Seus olhos brilham com compreensão, mas antes mesmo que Daniel seja capaz de proferir uma palavra, um grito penetrante é ouvido de dentro do salão.
– Ary! Diz o loiro, pânico estampado em sua expressão, ele então se vira e corre para dentro.
Corro atrás dele, porém paro ao avistar Kanda vindo em minha direção, me apresso em direção ao moreno.
– O que houve? Não senti a presença de akumas. Constato, varrendo o salão com os olhos.
– Não são akumas, alguma coisa aconteceu a aquela mulher. Informa o general, indicando a loira que acompanhava Daniel com a cabeça. — Ela foi afastada do centro e depois a disseram algo, ao que ela reagiu com o grito que você ouviu.
– Ela é a irmã de Daniel, o que quer que seja, irá afetá-lo. Pondero por um momento, e completo - É melhor irmos.
Aviso Bea para trazer o galho para perto, eu e Kanda subimos nele e ela nos leva de volta para o chão.
– Como foi? Indaga a morena, enquanto saímos da mansão.
– Eu não consegui terminar de explicar… Aconteceu algo a sua irmã, e ele teve de ir ajuda-la.

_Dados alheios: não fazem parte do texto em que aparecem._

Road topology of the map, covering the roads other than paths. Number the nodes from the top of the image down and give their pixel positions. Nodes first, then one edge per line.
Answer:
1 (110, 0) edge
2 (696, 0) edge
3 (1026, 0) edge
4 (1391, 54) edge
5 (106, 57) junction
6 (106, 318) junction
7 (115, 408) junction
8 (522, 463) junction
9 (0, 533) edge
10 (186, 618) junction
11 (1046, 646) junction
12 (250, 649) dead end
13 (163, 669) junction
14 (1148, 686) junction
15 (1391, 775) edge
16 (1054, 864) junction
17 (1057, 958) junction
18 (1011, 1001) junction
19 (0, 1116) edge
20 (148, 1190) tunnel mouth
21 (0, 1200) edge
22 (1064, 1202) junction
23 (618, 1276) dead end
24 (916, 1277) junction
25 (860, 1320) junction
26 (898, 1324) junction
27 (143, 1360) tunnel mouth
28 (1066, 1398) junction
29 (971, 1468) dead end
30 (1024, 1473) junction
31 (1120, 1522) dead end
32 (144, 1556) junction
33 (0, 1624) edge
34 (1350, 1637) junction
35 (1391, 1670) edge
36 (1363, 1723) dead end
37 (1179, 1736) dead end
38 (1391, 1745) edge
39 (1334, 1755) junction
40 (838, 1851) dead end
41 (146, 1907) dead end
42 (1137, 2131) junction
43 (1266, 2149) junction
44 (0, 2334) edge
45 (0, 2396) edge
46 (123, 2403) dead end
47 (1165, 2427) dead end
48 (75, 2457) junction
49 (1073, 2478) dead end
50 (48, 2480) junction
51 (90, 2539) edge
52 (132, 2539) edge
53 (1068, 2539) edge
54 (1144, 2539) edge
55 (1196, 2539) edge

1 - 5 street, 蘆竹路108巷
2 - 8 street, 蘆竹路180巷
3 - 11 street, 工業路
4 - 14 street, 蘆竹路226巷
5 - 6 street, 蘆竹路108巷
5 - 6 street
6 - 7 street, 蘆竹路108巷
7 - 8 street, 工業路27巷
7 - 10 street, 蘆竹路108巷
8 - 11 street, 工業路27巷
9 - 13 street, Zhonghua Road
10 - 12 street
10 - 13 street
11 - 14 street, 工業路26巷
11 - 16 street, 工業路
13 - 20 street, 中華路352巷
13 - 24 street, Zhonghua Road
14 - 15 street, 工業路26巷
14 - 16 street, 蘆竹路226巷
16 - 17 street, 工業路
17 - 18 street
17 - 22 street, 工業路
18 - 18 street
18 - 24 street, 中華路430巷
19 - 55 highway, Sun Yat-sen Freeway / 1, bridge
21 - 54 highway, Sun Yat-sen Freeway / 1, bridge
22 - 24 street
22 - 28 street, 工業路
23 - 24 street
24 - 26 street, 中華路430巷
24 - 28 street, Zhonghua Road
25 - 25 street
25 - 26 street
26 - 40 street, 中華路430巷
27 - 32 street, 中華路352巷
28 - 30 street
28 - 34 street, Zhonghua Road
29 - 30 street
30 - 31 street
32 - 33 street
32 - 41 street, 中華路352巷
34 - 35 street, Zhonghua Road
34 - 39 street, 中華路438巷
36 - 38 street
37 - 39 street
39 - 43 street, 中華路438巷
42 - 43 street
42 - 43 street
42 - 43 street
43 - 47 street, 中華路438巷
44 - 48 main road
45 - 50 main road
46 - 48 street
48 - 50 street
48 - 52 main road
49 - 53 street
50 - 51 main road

O percurso de volta foi silencioso, ou ao menos, me permitiu refletir, pois na verdade, Beatrice não parou de falar, porém eu tinha outras coisas na cabeça e acabei por não ouvi-la. Já tinha me decidido, eu iria até a casa de Daniel, preciso saber o que está acontecendo, pois seus sentimentos estão muito turbulentos, e como ele ainda não está sincronizado, não tenho total acesso a sua mente.
Como havia se tornado costume, a Fontana dividia a cama comigo, esperei que ela dormisse e lentamente me desloquei, peguei minhas botas no chão, mas não as calcei para diminuir o barulho, fui até a porta na ponta dos pés, agarrei meu casaco no cabideiro e estiquei a mão para agarrar maçaneta.
– Vai a algum lugar? Mordo meu lábio como forma de conter qualquer ruído e abro a porta o mais silenciosamente possível.
Paro no corredor e aproveito para calçar minhas botas, o general passa pela porta e a fecha atrás de si, virando-se para mim, visto meu casaco e o encaro de volta.
– Estou preocupada com Daniel.
Por um minuto ficamos no encarando, ele de modo reprovador e eu com um pedido mudo de clemência, mesmo sem ler sua mente, sei exatamente que ele pensa que se eu queria sair, deveria tê-lo chamado, afinal, eu nunca devo sair sozinha, contudo, eu realmente preferia ir sozinha dessa vez.
– Vamos atrás dele. Tento sorrir de modo agradecido ao moreno, porém não passa de um sorriso forçado.